The Start, Part 1

I was going to start this article differently. But today, as I’m writing these lines, a new ticket about Proxy has been opened on Rakudo issue tracker. And once again I was amazed how coincidental some coincidences are! There was also some good about the ticket: it gave me the subject I was missing for a few days to make this article accomplished.

The Start, Part 2

So far the mainline of this series was focused on the metamodel and MOP. Things are likely to remain this way until the end of the project, but I can’t avoid interesting topics from other language areas. This time the plan is to elaborate on Proxy container, mentioned earlier in Containers And Symbols.

The Purpose

The official documentation for the class is rather succinct but you should read it first unless have done so already. My own definition of Proxy purpose winds down to the following: it provides means of controlling and manipulating objects fetched from or stored into a container. To start with, I would borrow an example from the documentation:

sub double() is rw {
    my $storage = 0;
    Proxy.new(
        FETCH => method ()     { $storage * 2    },
        STORE => method ($new) { $storage = $new },
    )
}
my $doubled := double();
$doubled = 4;
say $doubled;           # 8
say $doubled.VAR.^name; # Proxy

The last line is added to the example to make it clear what is different comparing to the following code:

my $doubled = 4;
say $doubled.VAR.^name; # Scalar

The Use

You likely have noticed already the use of anonymous methods as values of Proxy constructor profile keys in the above example. The reason for this approach is Proxy instance passing itself as the first argument to the FETCH and STORE code objects.
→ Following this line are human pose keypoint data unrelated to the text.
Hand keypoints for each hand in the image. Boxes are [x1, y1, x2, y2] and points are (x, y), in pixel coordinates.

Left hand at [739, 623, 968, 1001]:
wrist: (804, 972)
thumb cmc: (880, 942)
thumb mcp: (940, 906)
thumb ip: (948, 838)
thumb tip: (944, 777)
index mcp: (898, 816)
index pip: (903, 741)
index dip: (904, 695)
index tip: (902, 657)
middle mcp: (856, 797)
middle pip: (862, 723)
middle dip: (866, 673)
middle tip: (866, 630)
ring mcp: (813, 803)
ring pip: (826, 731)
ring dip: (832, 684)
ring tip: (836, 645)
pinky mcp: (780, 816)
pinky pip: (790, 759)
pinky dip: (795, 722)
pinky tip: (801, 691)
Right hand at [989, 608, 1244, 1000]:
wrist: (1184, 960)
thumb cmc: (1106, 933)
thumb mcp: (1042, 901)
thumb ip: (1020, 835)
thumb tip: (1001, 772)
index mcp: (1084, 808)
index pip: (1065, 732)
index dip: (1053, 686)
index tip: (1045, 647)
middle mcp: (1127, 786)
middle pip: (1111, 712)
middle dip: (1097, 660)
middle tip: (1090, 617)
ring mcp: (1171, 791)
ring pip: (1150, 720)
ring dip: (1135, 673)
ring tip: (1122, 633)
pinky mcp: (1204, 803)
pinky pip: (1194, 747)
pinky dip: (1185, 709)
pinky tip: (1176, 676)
Wether you knew it already or not, but a method is an instance of Method class which inherits directly from Routine. And a sub is an instance of Sub class which also inherits from Routine. Other than been of different classes they share almost every aspect of their implementation. What actually tell one from another is that method’s first argument is implicit and it’s the object the method is called upon. Apparently, the argument is what self lexical is then bound to. Thus, method and sub are more about the way of using a code object than about what the object is. A good demo for this would be this code:

sub foo($self) {
    say $self.WHICH;
}
"42".&foo

Here foo is invoked as a method of a string object "42". The .& invocation syntax is almost equivalent to the foo("42") form where "42" is implicitly passed on to foo. The snippet can be rewritten to use a method declaration:

my &foo = method { say self.WHICH };
"42".&foo;

The result is the same except for one less parameter in &foo signature.
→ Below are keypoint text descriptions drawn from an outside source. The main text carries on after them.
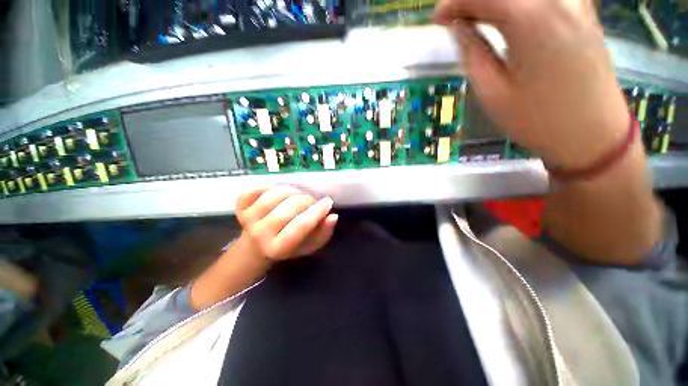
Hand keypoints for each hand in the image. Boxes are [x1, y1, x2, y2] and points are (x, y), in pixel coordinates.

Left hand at [236, 185, 337, 260]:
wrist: (257, 246)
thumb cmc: (288, 246)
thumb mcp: (309, 245)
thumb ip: (323, 233)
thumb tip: (332, 216)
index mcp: (278, 248)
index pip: (300, 227)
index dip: (317, 212)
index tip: (328, 202)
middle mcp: (260, 235)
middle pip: (286, 210)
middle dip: (306, 200)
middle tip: (312, 201)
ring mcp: (247, 220)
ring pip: (272, 197)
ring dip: (291, 191)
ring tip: (298, 194)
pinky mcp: (240, 207)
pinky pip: (254, 189)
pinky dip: (269, 185)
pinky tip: (279, 189)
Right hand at [435, 0, 630, 169]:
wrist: (591, 134)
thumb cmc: (536, 120)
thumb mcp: (492, 93)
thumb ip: (473, 53)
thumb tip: (459, 27)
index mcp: (530, 19)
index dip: (454, 3)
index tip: (437, 19)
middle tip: (457, 17)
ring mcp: (576, 2)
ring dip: (498, 0)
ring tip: (481, 16)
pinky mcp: (585, 12)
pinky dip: (524, 2)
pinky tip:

Getting back to Proxy, use of anonymous methods makes FETCH and STORE code objects behave as if they’re methods of a Proxy instance. Does it provide us with any advantages? Not really. Partly, because Proxy is a very simplistic class with no really useful public methods but new. Partly due to specifics of Proxy behavior I’ll talk about later in this text.

It can make a little difference in a case of subclassing:

class FooProxy is Proxy {
    has $!storage;
    method foo { say "foo" }
}

But the thing to be always remembered is that we’re dealing with a container here. Containers are highly transparent entities. Thus, even though self points back to a Proxy instance, any attempt to invoke a method on it would result in reading from the container and, consequently, in calling FETCH and eventually invoking the method on its return value:

my $p := FooProxy.new(
        FETCH => method () { 42 },
        STORE => method ($v) { say self.foo; }
    );
$p = 12; # No such method 'foo' for invocant of type 'Int'

For this reason I would discourage anyone from using self within FETCH or otherwise the routine is very likely to end up with an infinite recursion.
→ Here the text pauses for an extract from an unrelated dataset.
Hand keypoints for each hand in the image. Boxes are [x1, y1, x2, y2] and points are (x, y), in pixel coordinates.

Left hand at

There is a legit question though: how does one access the method foo of FooProxy from above? Apparently, via self.VAR.foo as we normally do with containerized stuff. Also worth noting that within methods of FooProxy it is totally safe to reference attributes with $!storage syntax. Yet, any direct use of self brings us back into the pitfall of using the container itself; even if a private method is invoked with self!private() despite of the invocation syntax akin to referencing a private attribute.

And to get over with this subject, for those of you who doesn’t like wordy code, FETCH and STORE are not obliged to be method declarations. After all, Raku is about TIMTOWTDI. The uniformity of internal conventions let us have things done differently from syntax point of view while preserving the semantics:

Proxy.new(
    FETCH =>            { $storage * 2 },
    STORE => -> $, $new { $storage = $new },
)

or, if we’d need to to use the FooProxy class:

FooProxy.new(
    FETCH => { $storage * 2 },
    STORE => { $^a.VAR.foo($^b) }
    # STORE => -> \proxy, $new { proxy.VAR.foo($new) }
)

Though I personally not a big fan of using self-declared formal positional parameters this way. Pointy blocks are my favorites most of the time, as shown in the comment.

The Pitfalls

Proxy is expensive. Or, rather: it is expensive. At the very beginning of this article I have mentioned a ticked. It is about FETCH been called multiple times under certain circumstances. Unfortunately, I expect same kind of tickets to be opened again and again in the future. Sometimes Raku’s real complexity is so well hidden behind the curtain that it causes a confusion in inexperienced developers. Let’s see how it happens with an example:

my $p := Proxy.new(
        FETCH => { say "FETCH"; 42 },
        STORE => -> $, $v { }
    );
say $p;

Do you find anything criminal in this code? Likely not. Until it’s been ran:

FETCH
FETCH
FETCH
FETCH
FETCH
FETCH
FETCH
42

“Wow, wow, slow down!” – isn’t it the first impression one gets when see this for the first time? I was there, felt the same! Back then my thinking was that one day I’ll grow up, become a big and strong Raku developer and get it fixed! Not that I’m so much grown up by now, but at least I know that the problem is not about too many calls to FETCH been made but in our assumptions.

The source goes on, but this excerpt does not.